Even from the standpoint of Staley one can conclude that the expression “one of the Sabbath / Sabbaths” can point to the first day of the week only. One sees full correspondence of the Georgian names of the week to the Greek ones in this instance.
One can argue as long as possible, however it is certainly impossible to negate from the Acts 20, 7 that the Eucharist namely on the first day of the week (on “Sunday”) is mentioned there. This is well confirmed by the nearest monument of the 1st / 2nd c., i.e. in Didache, 14, 1, Christian Catechism: Katà kyriakēn dè Kyríou synachthéntes klásate árton kaì eucharistēsate
on each Lord's day having gathered yourselves together, break bread, and give thanksgiving
”. This even allows to date the name kyriakē hēméra “the L-rd's day” to the time of life of the disciples. Even the replacement of the pagan “day of the Sun” with the “day of the L-rd” corresponds to the most ancient epithet of JHS as “Sun of the Truth”.

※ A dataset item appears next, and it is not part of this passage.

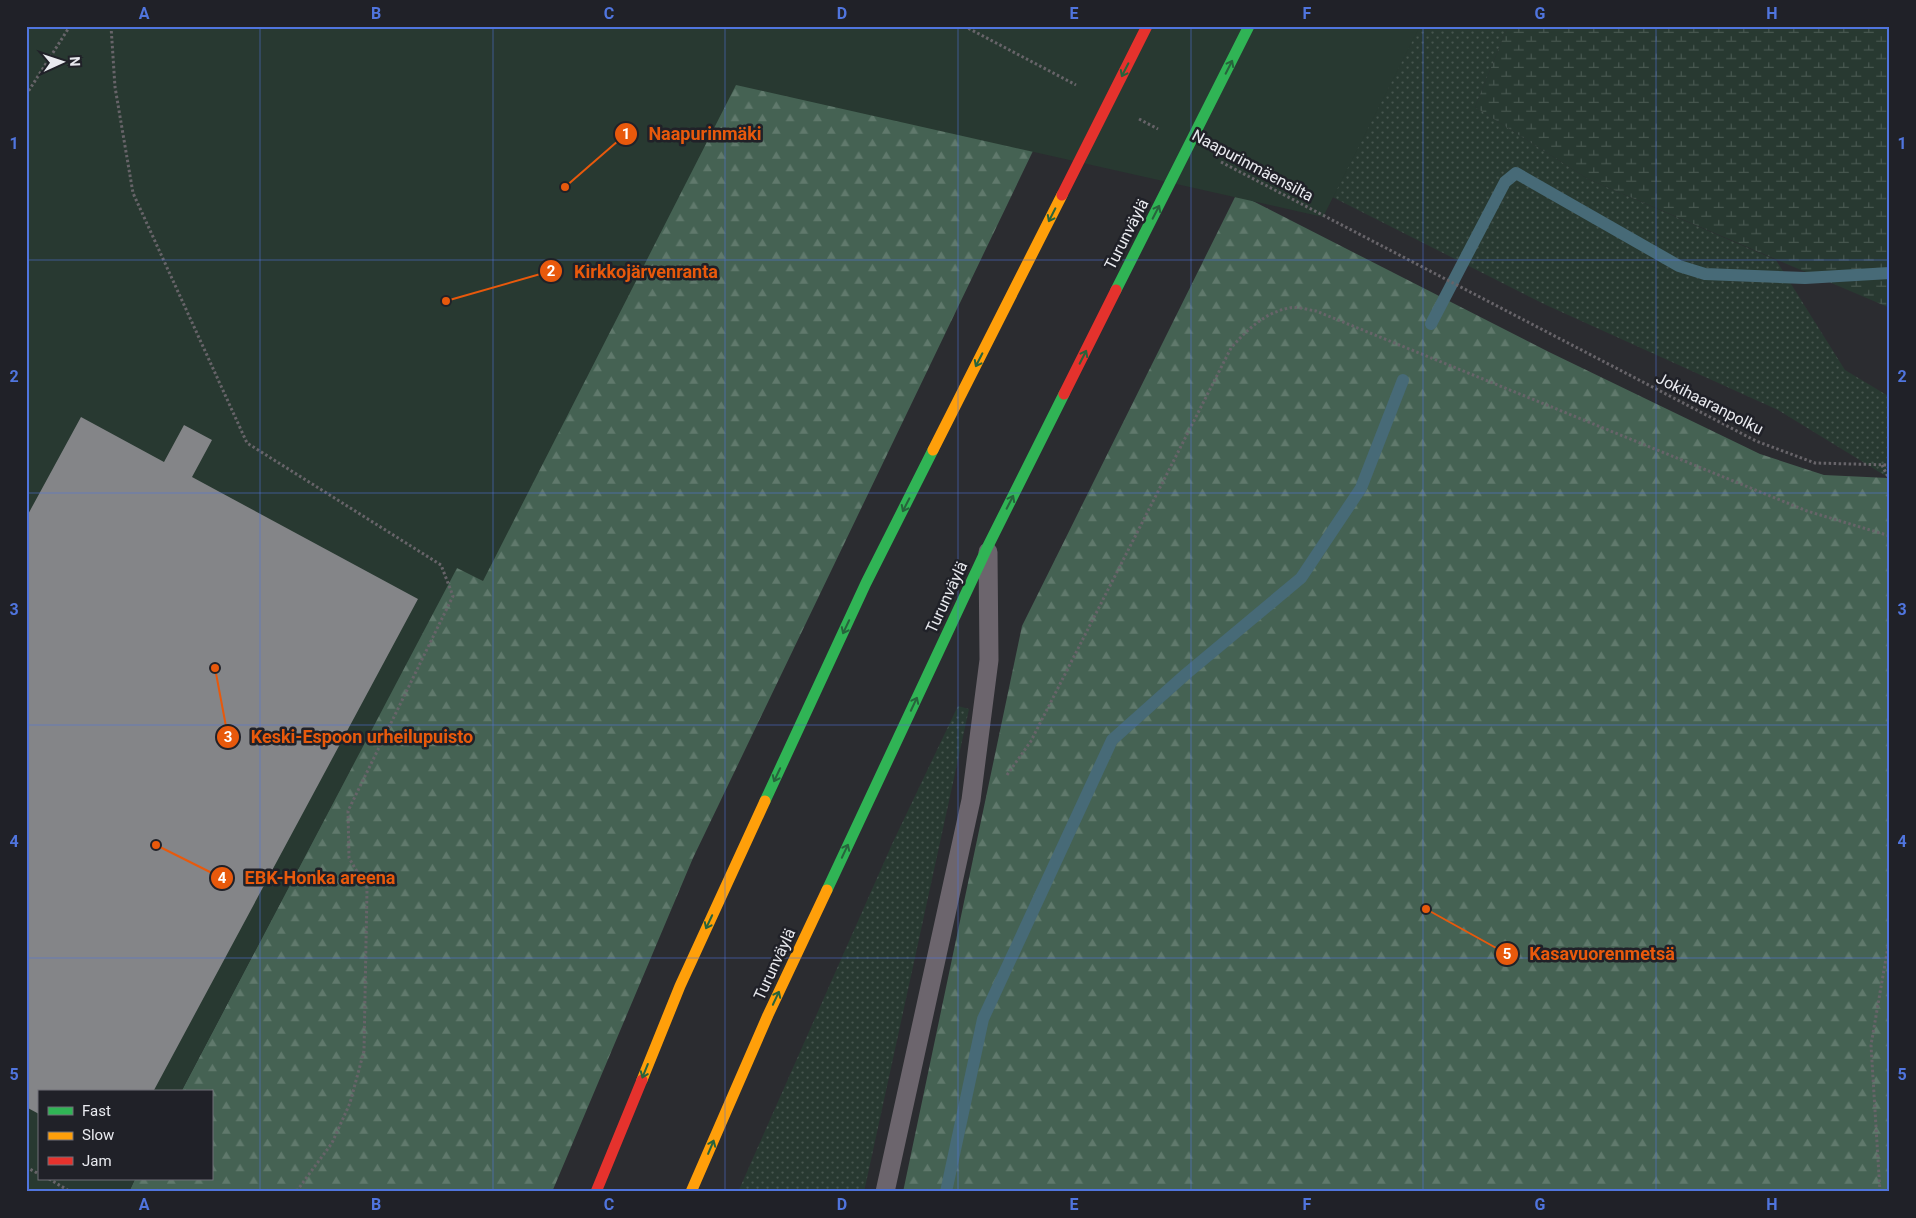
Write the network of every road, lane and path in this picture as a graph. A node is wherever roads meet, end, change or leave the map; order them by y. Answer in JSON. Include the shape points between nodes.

These remarks on lectures of Jim Staley are not said to criticize his Adventist views. It is not desirable to criticize any Christian denomination from the interconfessional messianic point of view, let it be the Adventism, or the Catholicism. Has Staley accepted the Gift of the Redemption of the L-rd JHS, nobody can dare to doubt Staley's salvation due to his bias in favour of own faith. Nevertheless he constantly mentions the Holiest NAME without any necessity, when it is possible to avoid it for the sake of keeping it untouchable by any banal need of the moment like a dust rag. Any true Jew is overawed by this. Can one trust in a preacher free from the fear of G-d? For what aim does he preach then?

The controversy “Whether Saturday, or Sunday?” arose from stupidity. The wish to prove that Sunday is the pagan feast of the Sun, implanted in Christianity by “Constantin”, has no other causal matter as hostility towards the Catholic Church only. However there was no Catholic Church and the Papacy as such in the time of Constantine the Great. Those who try to negate Sunday Celebrations on the basis of the eternity of the Shabbat, are forcing an open door, because usually they even forget the main argument of Matthew 24, 20, namely the words of JHS Himself: “Pray that your flight may be not in winter or on a Sabbath”. 
Faith that G-d has come into the world and JHS incarnated warrants comprehension of Gen=BəRĒŠĪT 2,2 + Is=JəŠA‘JĀ
40,28 as the greatest prophesy about JHS' Sabbath Rest in Grave “from all His work” between His Death and Resurrection.
It is not so difficult to understand that the feasts on Sabbath and on Sunday are different feasts: the Sunday is an eschatological fulfillment of the Shabbat. Therefore, it would be logical for the Messianic Jews to celebrate Shabbat during both days, considering Sunday to be the day of the Eucharist. Then the final separation of holy and unholy, the Havdalah, should be performed on the end of Sunday, not of Saturday.